'Hati-hati dengan mata anda yang mudah ditipu'
Jika selama ini yang namanya dibonceng hanya untuk kawasan yang berdekatan, kali ini kamu akan dibonceng menuju Milan. Siapakah yang bersedia memboncengmu ke sana? Dan dalam keperluan apa sehingga ia mau memboncengmu ke sana?
Ide bonceng membonceng ini tak terlepas dari kegemaran menonton televisi. Milan, menjadi tujuan akhir boncengan berhenti. Kenapa Milan? Katanya Milan itu adalah selain kota surga belanja juga kota dengan penuh daya tarik. Konon di sana goresan tempo dulu, sebelum masehi, sejarah Yunani atau Romawi kuno sempat mampir di sana. Dalam benakku yang dangkal ini, sesampinya di sana, mungkin kamu akan seperti memasuki zaman before century dengan sangat memukau. Mulai dari warna kota yang kuning tanah, bangunan dan benteng kuno besar-besar, serta peradaban lainnya, termasuk pakaian dan cara menikmati hidup.
Sebelumnya, kau tentu ingat dengan gaetan iklan es krim yang membuatmu bak berada di istana dan dilayani bak ratu itu? Iklan ini sudah jelas penuh dengan kelebayan dan dusta 1000 persen. Tapi efek jauh di balik itu adalah betapa kapitalisme merambah dan meracuni konsumen dengan terang-terangan. Kita kerap dibohongi terang-terangan oleh para pemilik media dan pemilik modal. Dan parahnya kok kita nrimo begitu saja. Penerimaan ini ya, kok mau bela-belain beli produk-produk yang diiklankan bohong itu. Saya tak habis pikir. Disuruh minum racun kok mau.
Begitu juga dengan kota Milan, salah satu kota yang akan dikunjungi jika kamu banyak membeli es krim sialan itu dan tentu saja jika kamu menang. Sebelum menang, tentu saja diundi dulu. Hokimu bagus atau sekarat. Jika kamu menang, katanya dalam iklan itu, kamu akan dibawa ke beberapa kota besar di Eropa sana dan didanai berbelanja apa saja. Dan saya tak habis pikir, eh tiba-tiba Jakarta disebut-sebut walau yang terakhir.
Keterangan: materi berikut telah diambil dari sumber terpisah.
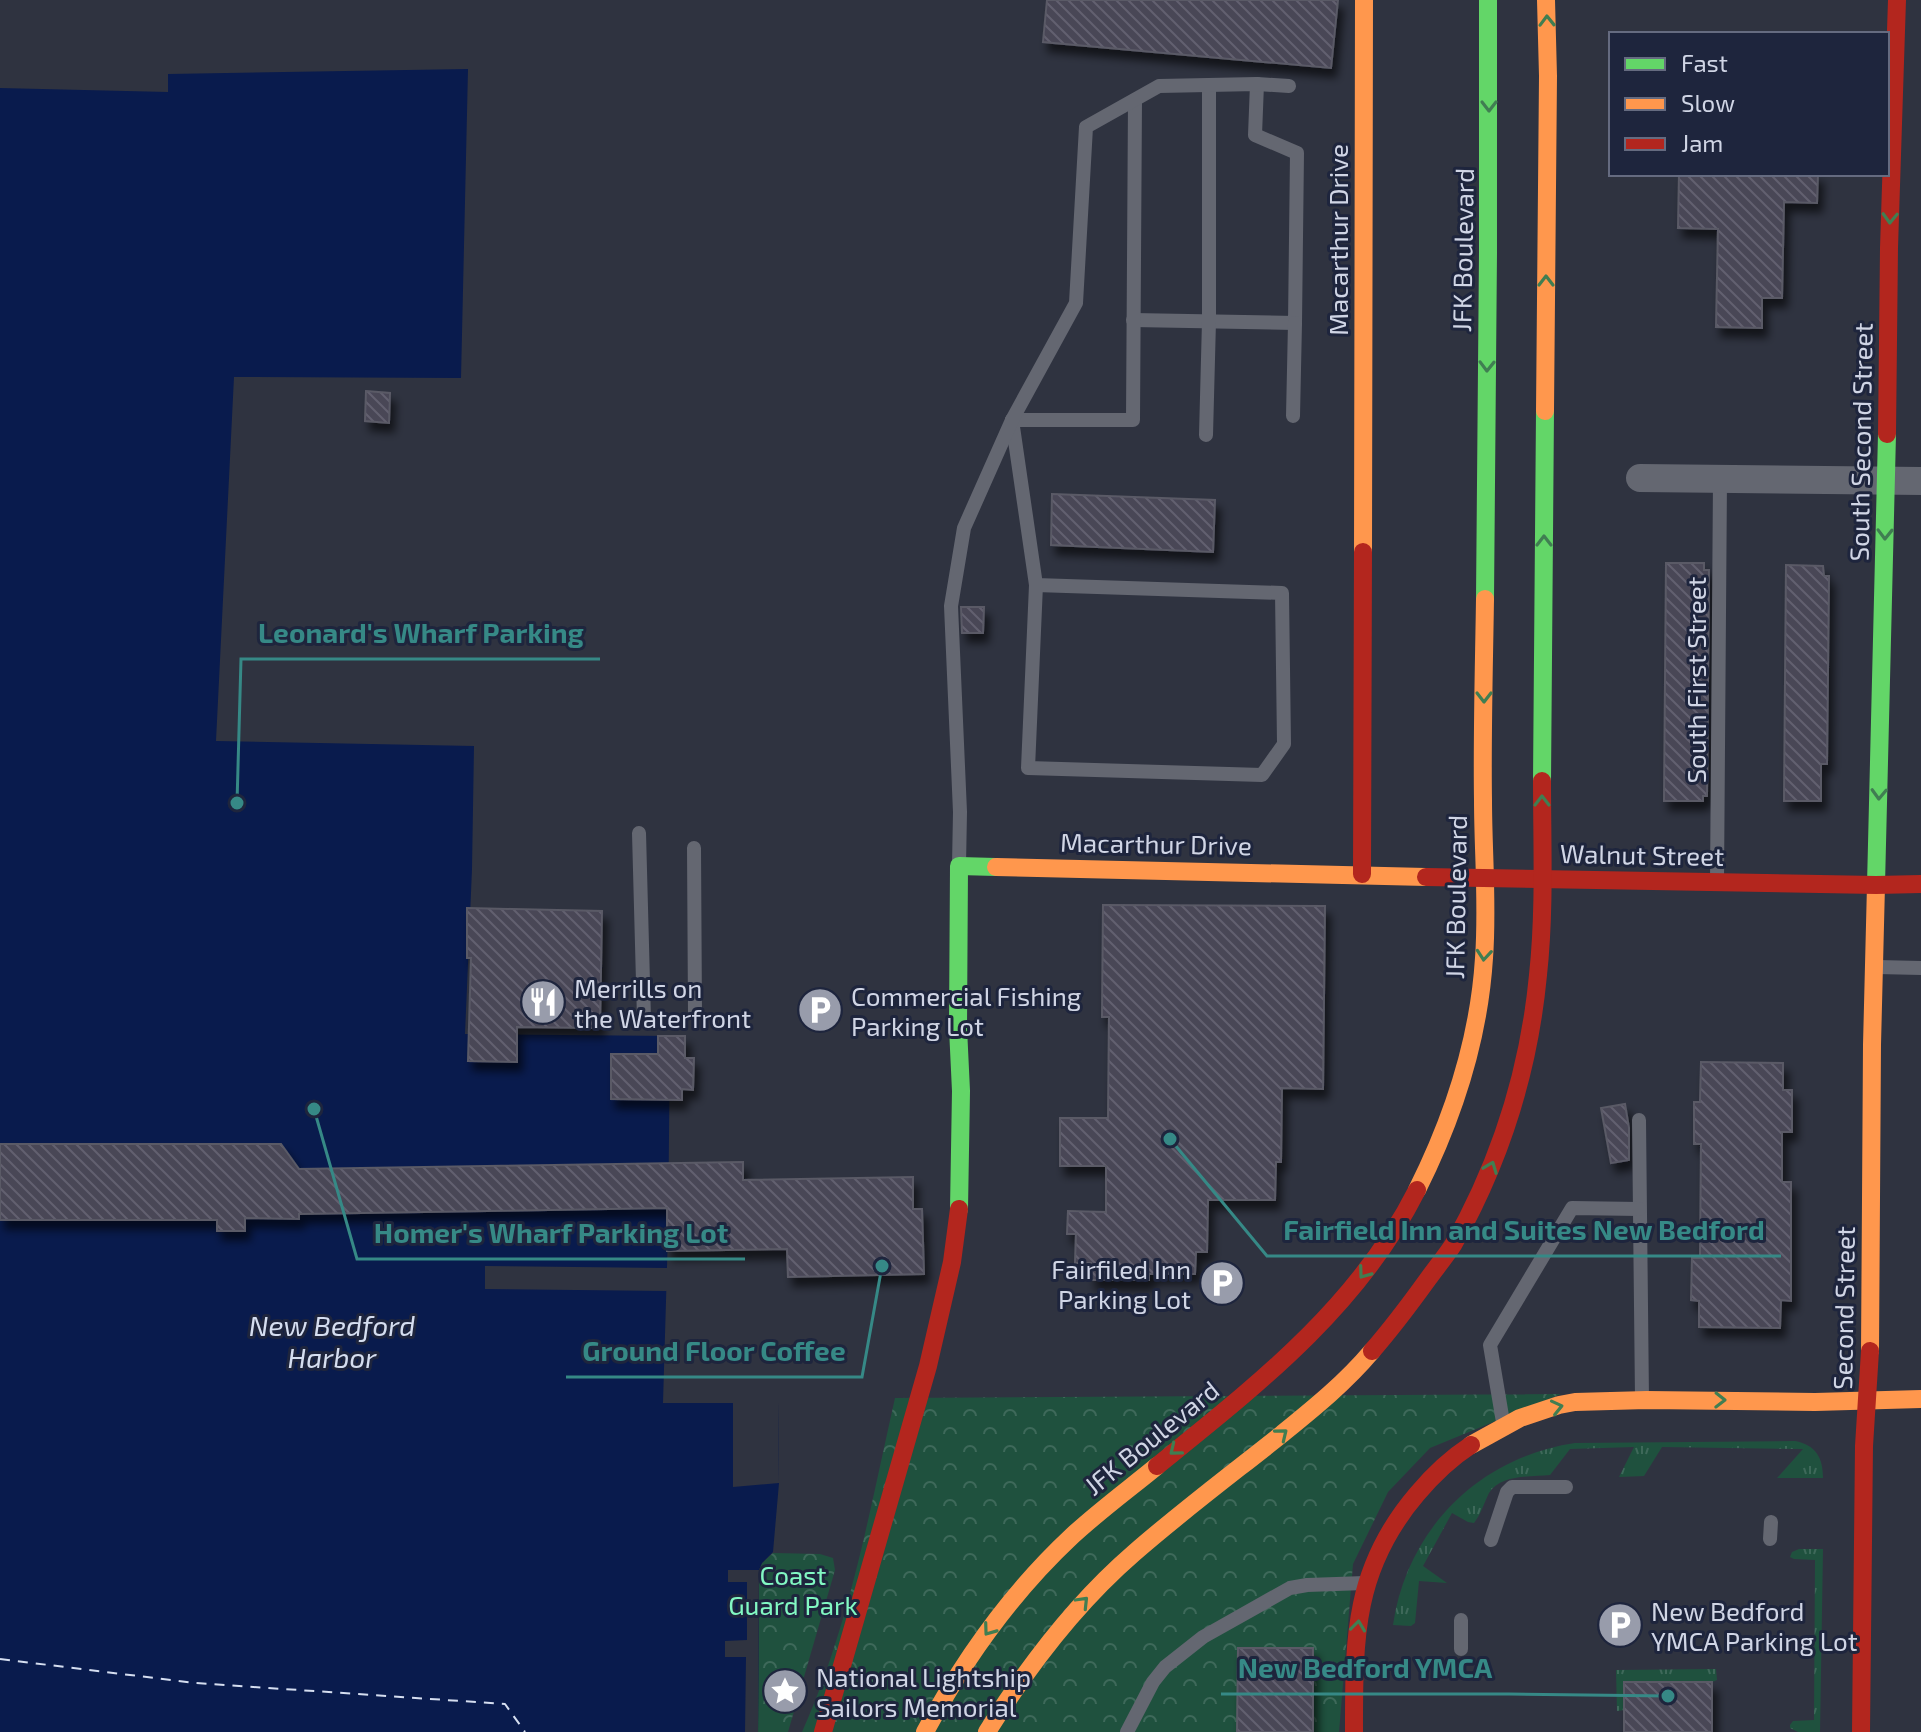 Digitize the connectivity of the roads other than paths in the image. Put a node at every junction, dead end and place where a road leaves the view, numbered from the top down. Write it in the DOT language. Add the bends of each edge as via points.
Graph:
graph roads {
  1 [pos="1364,0"];
  2 [pos="1488,0"];
  3 [pos="1546,0"];
  4 [pos="1897,0"];
  5 [pos="1257,84"];
  6 [pos="1209,85"];
  7 [pos="1289,86"];
  8 [pos="1135,100"];
  9 [pos="1133,320"];
  10 [pos="1209,321"];
  11 [pos="1295,323"];
  12 [pos="1293,416"];
  13 [pos="1012,420"];
  14 [pos="1206,435"];
  15 [pos="1640,478"];
  16 [pos="1720,479"];
  17 [pos="1886,480"];
  18 [pos="1921,481"];
  19 [pos="1036,585"];
  20 [pos="639,833"];
  21 [pos="694,848"];
  22 [pos="959,866"];
  23 [pos="1362,874"];
  24 [pos="1484,878"];
  25 [pos="1542,879"];
  26 [pos="1717,882"];
  27 [pos="1921,884"];
  28 [pos="1876,885"];
  29 [pos="1874,967"];
  30 [pos="1921,968"];
  31 [pos="695,1014"];
  32 [pos="644,1019"];
  33 [pos="1639,1120"];
  34 [pos="1639,1209"];
  35 [pos="1867,1399"];
  36 [pos="1921,1399"];
  37 [pos="1642,1400"];
  38 [pos="1504,1426"];
  39 [pos="1566,1487"];
  40 [pos="1771,1522"];
  41 [pos="1770,1539"];
  42 [pos="1491,1540"];
  43 [pos="1366,1583"];
  44 [pos="1461,1620"];
  45 [pos="1461,1649"];
  46 [pos="823,1732"];
  47 [pos="925,1732"];
  48 [pos="987,1732"];
  49 [pos="1127,1732"];
  50 [pos="1354,1732"];
  51 [pos="1861,1732"];
  1 -- 23 [label="main road, Macarthur Drive"];
  2 -- 24 [label="main road, JFK Boulevard, one-way"];
  25 -- 3 [label="main road, one-way"];
  4 -- 17 [label="main road, South Second Street, one-way"];
  5 -- 6 [label="lane"];
  5 -- 7 [label="lane"];
  5 -- 11 [label="lane" via="1255,135 1297,153"];
  6 -- 8 [label="lane" via="1159,86"];
  6 -- 10 [label="lane"];
  8 -- 9 [label="lane"];
  8 -- 13 [label="lane" via="1086,127 1076,303"];
  9 -- 10 [label="lane"];
  9 -- 13 [label="lane" via="1133,420"];
  10 -- 11 [label="lane"];
  10 -- 14 [label="lane"];
  11 -- 12 [label="lane"];
  13 -- 19 [label="lane"];
  13 -- 22 [label="lane" via="964,528 951,606"];
  15 -- 16 [label="street"];
  16 -- 17 [label="street"];
  16 -- 26 [label="lane, South First Street"];
  17 -- 18 [label="street"];
  17 -- 28 [label="main road, South Second Street, one-way"];
  19 -- 19 [label="lane" via="1028,768 1262,775 1284,744 1282,593"];
  20 -- 32 [label="lane"];
  21 -- 31 [label="lane"];
  22 -- 23 [label="main road, Macarthur Drive"];
  22 -- 46 [label="main road" via="960,1183 952,1262 928,1366"];
  23 -- 24 [label="main road, Walnut Street"];
  24 -- 25 [label="main road, Walnut Street"];
  24 -- 47 [label="main road, JFK Boulevard, one-way" via="1485,950 1460,1085 1431,1160 1389,1238 1334,1310 1275,1369 1038,1569 978,1644"];
  25 -- 26 [label="main road, Walnut Street"];
  48 -- 25 [label="main road, one-way" via="1062,1625 1132,1555 1330,1395 1400,1319 1452,1245 1486,1179 1520,1083 1541,954"];
  26 -- 28 [label="main road, Walnut Street"];
  27 -- 28 [label="main road, Walnut Street"];
  28 -- 29 [label="main road, Second Street"];
  29 -- 30 [label="lane"];
  29 -- 35 [label="main road, Second Street"];
  33 -- 34 [label="lane"];
  34 -- 37 [label="lane"];
  34 -- 38 [label="lane" via="1572,1208 1490,1345"];
  35 -- 36 [label="main road"];
  37 -- 35 [label="main road, one-way"];
  35 -- 51 [label="main road, Second Street"];
  38 -- 37 [label="main road, one-way" via="1561,1405"];
  38 -- 43 [label="main road" via="1455,1455 1428,1480 1386,1536"];
  39 -- 42 [label="lane" via="1512,1487"];
  40 -- 41 [label="lane"];
  43 -- 49 [label="lane" via="1290,1588 1203,1637 1165,1667"];
  50 -- 43 [label="main road, one-way" via="1356,1648"];
  44 -- 45 [label="lane"];
}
Kesannya kasian ya.
Saya mulai berpikir, setiap kota yang pernah mengiklankan produk itu juga akan diiming-imingi berbelanja dan singgah berkunjung ke kota tersebut. Jelaskan, kalau otak kota itu berputar-putar seputar perkara uang saja. Benar-benar kebablasan itu, karena ternyata si kota, demi uang, ya monggo dikibuli anak-anak bangsa yang tengah candu kokain ini. Betapa, kota (kita) tak lagi menjamin keamanan dan perlindungan dari racun universal.
Dalam iklan itu dibuatlah dan dipajanglah perempuan kurus dengan tonjolan tulang dimana-mana, rambut pirang kering berombak, kulit seperti udang rebus, dan menggigit es krim dengan ekspresi muka dibuat-buat. Garing. Bukan tahayul, malah lebih parah dan meracuni sekujur tubuh. Gila!
Nah, ketika seorang bapak-bapak pengayuh becak menawari boncengan ke depan gang, saya terhenyak. Saya teringat akan ke Milan, walaupun saya tak pernah membeli es krim hitam pekat itu. Tentu unik sekali jika saya diboncengi becak ke Milan sana. Dan saya yakin, sesampainya di sana, mujur-mujur ditawari berbelanja, jangan-jangan rambut saya yang kering berombak ini akan disulap lebih pirang lagi. Jelas saya tak sudi.
Dan akhirnya, setelah saya kaji-kaji, banyak juga faedahnya saya menonton iklan di chanel-chanel teve yang kurang mutu itu. Otak saya jadinya makin banyak mikir dan teriak-teriak. Mikir karena saya tak terima dipaksa membeli ini itu yang tidak menjadi idaman saya. Teriak-teriak karena, kebanyakan saya tidak mampu membeli salah satu dari salah ribuan produk yang diklankan itu.
Astaga, sebenarnyalah saya juga siap diracuni oleh iklan keparat itu.